Check each line of the data below for the word "than", then extract the ones that have it.

- **Data for analysis**:
++++++++

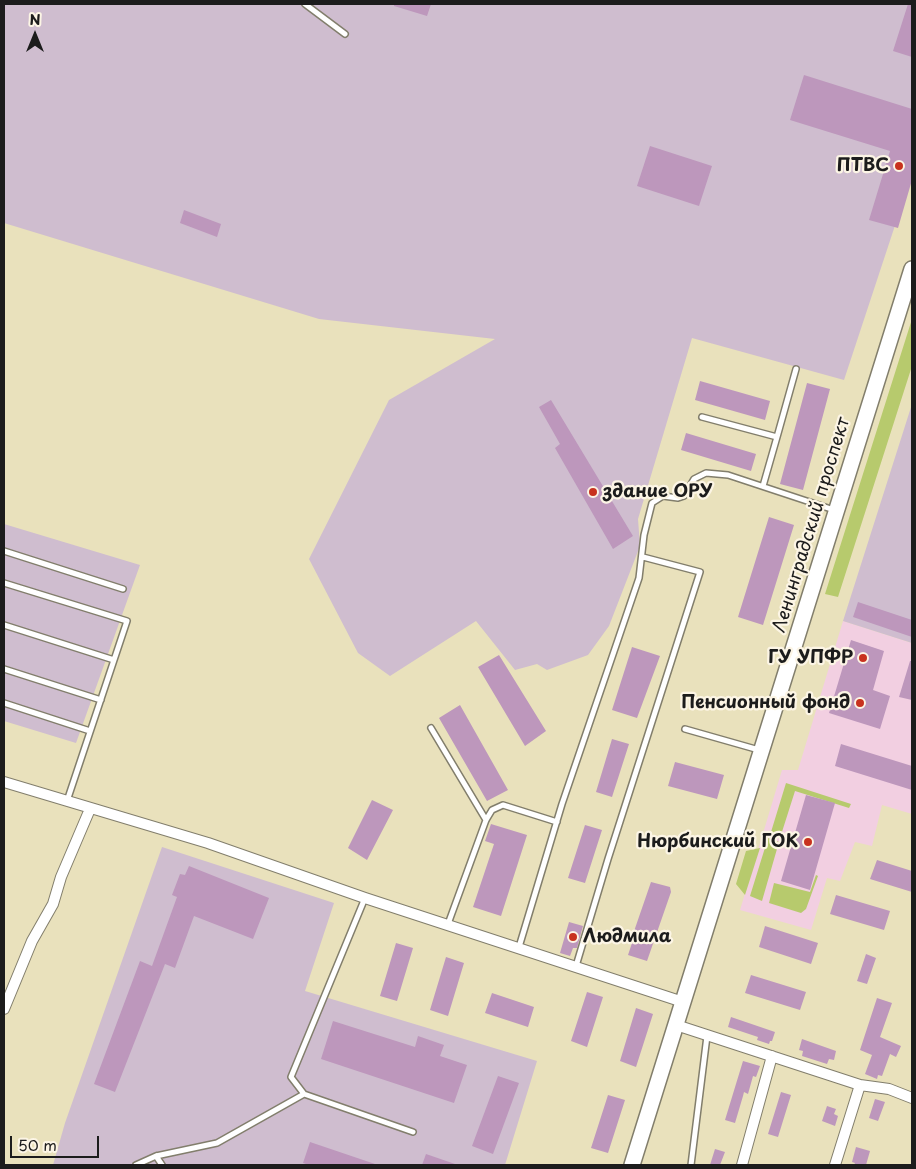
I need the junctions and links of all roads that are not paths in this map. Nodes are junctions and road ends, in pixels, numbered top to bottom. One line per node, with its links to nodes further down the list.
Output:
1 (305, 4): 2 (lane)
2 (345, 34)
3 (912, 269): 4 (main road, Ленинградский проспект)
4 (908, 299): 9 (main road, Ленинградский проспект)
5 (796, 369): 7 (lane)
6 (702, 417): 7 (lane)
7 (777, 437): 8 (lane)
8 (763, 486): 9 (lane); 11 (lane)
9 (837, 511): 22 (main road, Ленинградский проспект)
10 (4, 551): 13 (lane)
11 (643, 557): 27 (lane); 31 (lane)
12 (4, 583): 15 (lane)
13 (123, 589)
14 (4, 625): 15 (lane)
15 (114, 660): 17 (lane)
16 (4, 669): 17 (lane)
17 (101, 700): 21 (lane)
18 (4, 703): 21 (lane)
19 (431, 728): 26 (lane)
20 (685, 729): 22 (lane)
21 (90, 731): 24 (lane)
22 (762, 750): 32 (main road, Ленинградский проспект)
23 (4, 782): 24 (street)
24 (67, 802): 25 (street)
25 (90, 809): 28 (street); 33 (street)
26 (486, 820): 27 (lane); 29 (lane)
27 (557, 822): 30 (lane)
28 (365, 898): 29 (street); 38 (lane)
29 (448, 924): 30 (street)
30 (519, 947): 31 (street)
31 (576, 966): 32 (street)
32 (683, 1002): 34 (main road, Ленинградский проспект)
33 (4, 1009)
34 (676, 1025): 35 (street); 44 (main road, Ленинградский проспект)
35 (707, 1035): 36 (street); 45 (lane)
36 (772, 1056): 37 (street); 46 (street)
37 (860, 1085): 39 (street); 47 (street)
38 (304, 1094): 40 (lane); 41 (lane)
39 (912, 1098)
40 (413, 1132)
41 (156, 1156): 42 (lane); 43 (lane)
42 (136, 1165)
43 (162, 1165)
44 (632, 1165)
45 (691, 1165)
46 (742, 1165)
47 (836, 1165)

++++++++

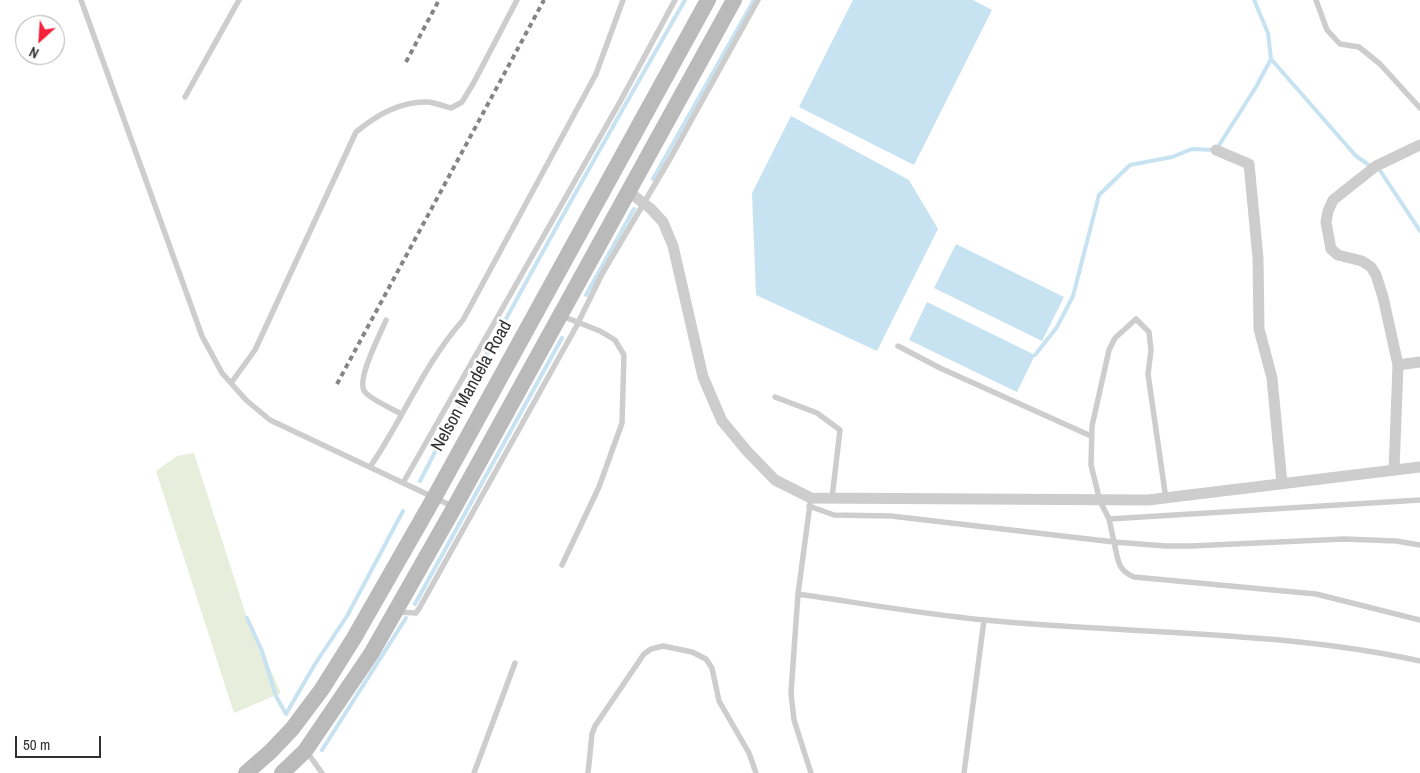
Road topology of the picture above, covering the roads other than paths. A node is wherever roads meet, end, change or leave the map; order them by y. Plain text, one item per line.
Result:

++++++++

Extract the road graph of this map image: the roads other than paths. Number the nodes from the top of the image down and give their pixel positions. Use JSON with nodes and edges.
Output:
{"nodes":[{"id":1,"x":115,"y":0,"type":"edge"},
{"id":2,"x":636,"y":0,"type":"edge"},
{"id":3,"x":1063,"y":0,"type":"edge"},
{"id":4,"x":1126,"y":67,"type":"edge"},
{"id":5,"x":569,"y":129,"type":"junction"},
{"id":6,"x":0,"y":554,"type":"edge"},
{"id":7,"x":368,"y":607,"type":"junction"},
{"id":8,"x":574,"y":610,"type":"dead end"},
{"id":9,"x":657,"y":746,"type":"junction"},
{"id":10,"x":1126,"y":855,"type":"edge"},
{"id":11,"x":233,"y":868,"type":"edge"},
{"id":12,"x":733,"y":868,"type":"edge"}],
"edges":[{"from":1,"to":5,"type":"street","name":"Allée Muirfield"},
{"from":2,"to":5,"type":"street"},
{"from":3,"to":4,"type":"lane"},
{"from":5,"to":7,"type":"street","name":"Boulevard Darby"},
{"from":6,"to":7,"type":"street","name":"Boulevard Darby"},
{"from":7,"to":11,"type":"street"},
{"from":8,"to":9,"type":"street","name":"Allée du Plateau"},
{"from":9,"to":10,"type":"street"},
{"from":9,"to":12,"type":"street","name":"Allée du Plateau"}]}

++++++++

- **Task answer**:
Road topology of the picture above, covering the roads other than paths. A node is wherever roads meet, end, change or leave the map; order them by y. Plain text, one item per line.
Extract the road graph of this map image: the roads other than paths. Number the nodes from the top of the image down and give their pixel positions. Use JSON with nodes and edges.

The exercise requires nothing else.